-------- Provided records

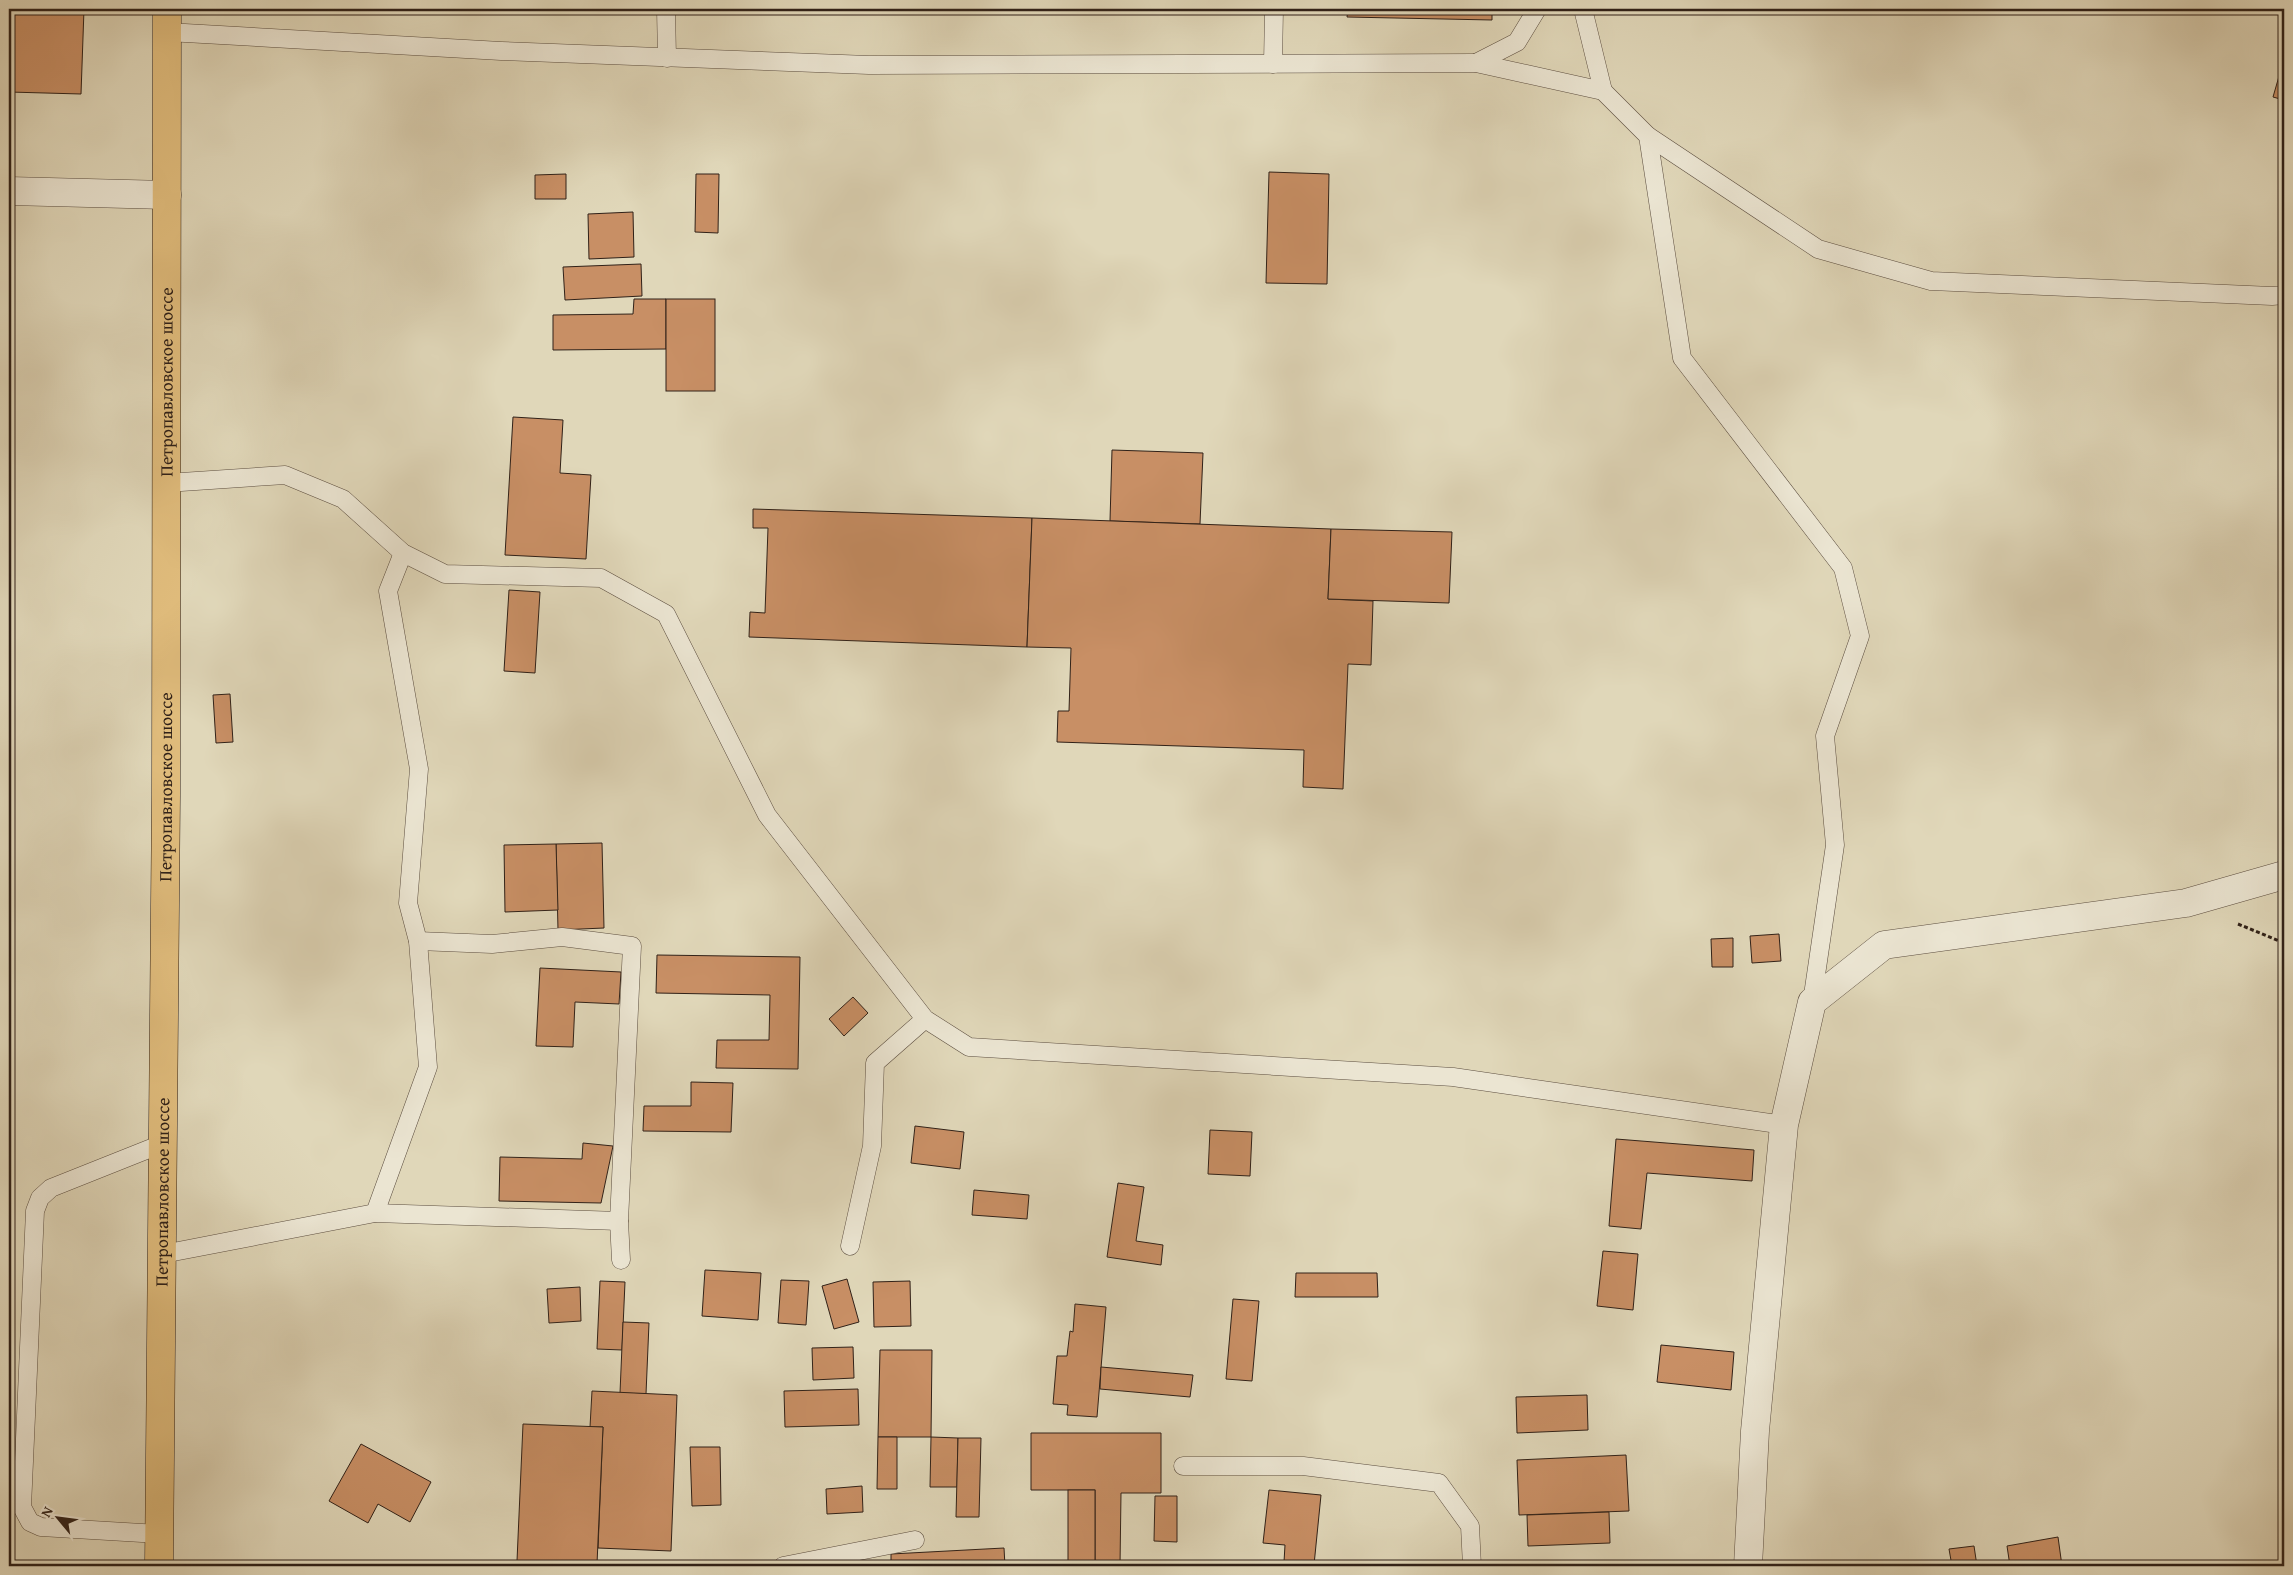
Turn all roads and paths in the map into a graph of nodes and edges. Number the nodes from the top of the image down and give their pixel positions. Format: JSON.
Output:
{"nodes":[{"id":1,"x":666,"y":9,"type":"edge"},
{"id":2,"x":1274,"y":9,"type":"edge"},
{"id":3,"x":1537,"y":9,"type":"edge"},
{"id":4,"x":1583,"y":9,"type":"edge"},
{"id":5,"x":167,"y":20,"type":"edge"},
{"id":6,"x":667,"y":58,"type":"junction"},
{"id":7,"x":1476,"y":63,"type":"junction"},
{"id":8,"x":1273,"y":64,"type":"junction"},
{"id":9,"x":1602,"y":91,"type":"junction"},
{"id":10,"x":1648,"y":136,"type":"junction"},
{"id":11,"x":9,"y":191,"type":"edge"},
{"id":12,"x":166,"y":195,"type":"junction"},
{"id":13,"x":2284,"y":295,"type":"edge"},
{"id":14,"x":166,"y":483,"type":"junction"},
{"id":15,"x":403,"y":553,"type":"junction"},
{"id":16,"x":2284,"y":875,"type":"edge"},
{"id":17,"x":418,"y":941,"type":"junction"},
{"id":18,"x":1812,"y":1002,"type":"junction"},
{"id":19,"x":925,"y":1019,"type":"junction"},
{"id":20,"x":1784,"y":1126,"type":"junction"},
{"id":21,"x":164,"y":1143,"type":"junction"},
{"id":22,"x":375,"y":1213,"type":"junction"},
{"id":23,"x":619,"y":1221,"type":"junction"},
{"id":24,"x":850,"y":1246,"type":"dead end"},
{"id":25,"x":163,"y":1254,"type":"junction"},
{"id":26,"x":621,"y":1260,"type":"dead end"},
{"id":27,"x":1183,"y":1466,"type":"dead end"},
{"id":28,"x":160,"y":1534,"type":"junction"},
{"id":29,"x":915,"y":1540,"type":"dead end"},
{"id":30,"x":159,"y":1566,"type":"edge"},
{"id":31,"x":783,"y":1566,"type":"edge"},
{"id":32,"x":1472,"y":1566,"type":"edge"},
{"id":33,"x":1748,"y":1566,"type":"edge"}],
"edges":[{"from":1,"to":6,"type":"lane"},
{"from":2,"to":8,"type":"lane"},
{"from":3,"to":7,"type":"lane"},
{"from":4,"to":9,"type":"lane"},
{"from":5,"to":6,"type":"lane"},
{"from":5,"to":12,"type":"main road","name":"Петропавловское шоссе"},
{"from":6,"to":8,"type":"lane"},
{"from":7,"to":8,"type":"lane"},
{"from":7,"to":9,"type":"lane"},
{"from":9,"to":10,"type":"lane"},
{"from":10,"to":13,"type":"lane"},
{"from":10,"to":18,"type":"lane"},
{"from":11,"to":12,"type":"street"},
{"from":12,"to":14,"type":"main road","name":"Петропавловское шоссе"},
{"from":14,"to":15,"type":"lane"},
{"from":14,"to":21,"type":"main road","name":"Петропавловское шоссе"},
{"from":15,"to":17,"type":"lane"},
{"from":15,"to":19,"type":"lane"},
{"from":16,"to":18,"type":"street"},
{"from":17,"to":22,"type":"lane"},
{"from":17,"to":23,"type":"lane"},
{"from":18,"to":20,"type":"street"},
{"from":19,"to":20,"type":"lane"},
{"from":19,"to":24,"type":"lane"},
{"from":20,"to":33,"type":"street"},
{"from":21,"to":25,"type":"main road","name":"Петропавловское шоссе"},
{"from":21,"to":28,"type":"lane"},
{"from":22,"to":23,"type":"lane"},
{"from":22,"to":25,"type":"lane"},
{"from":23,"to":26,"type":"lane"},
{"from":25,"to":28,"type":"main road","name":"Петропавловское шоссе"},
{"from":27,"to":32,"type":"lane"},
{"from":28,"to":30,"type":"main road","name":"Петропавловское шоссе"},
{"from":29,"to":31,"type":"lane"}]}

----------------
-------- Provided records

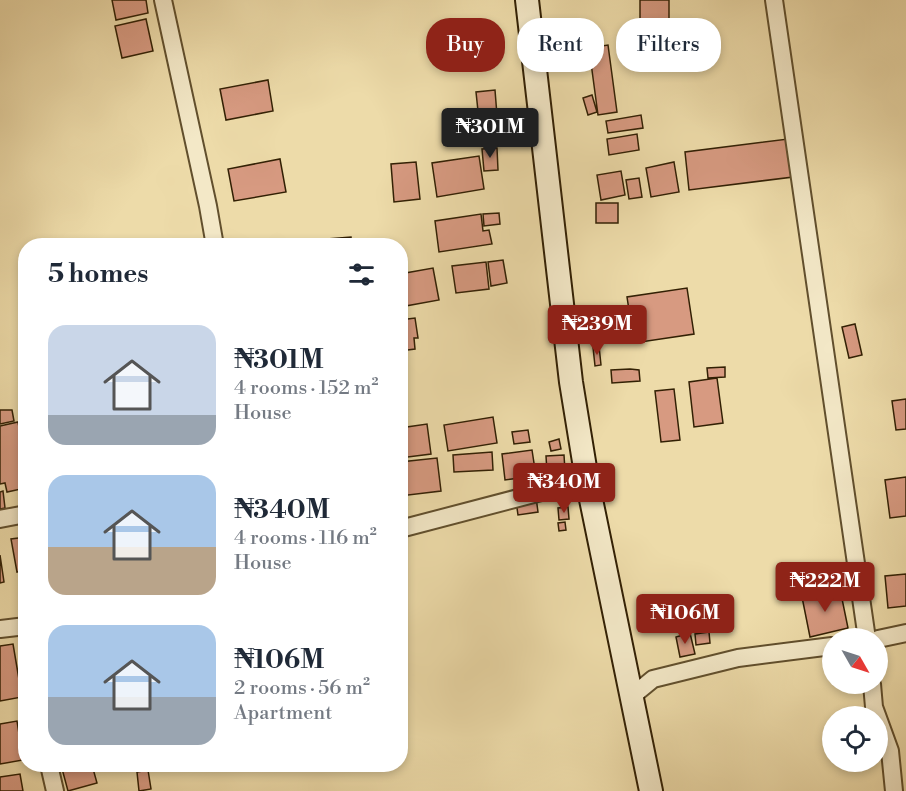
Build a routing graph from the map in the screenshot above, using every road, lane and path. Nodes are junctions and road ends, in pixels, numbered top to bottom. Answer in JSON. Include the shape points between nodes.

----------------

**The task:**
Wherever the string "JSON" is found in the entries, copy the line it sits in.

**Written response:**
Turn all roads and paths in the map into a graph of nodes and edges. Number the nodes from the top of the image down and give their pixel positions. Format: JSON.
Build a routing graph from the map in the screenshot above, using every road, lane and path. Nodes are junctions and road ends, in pixels, numbered top to bottom. Answer in JSON. Include the shape points between nodes.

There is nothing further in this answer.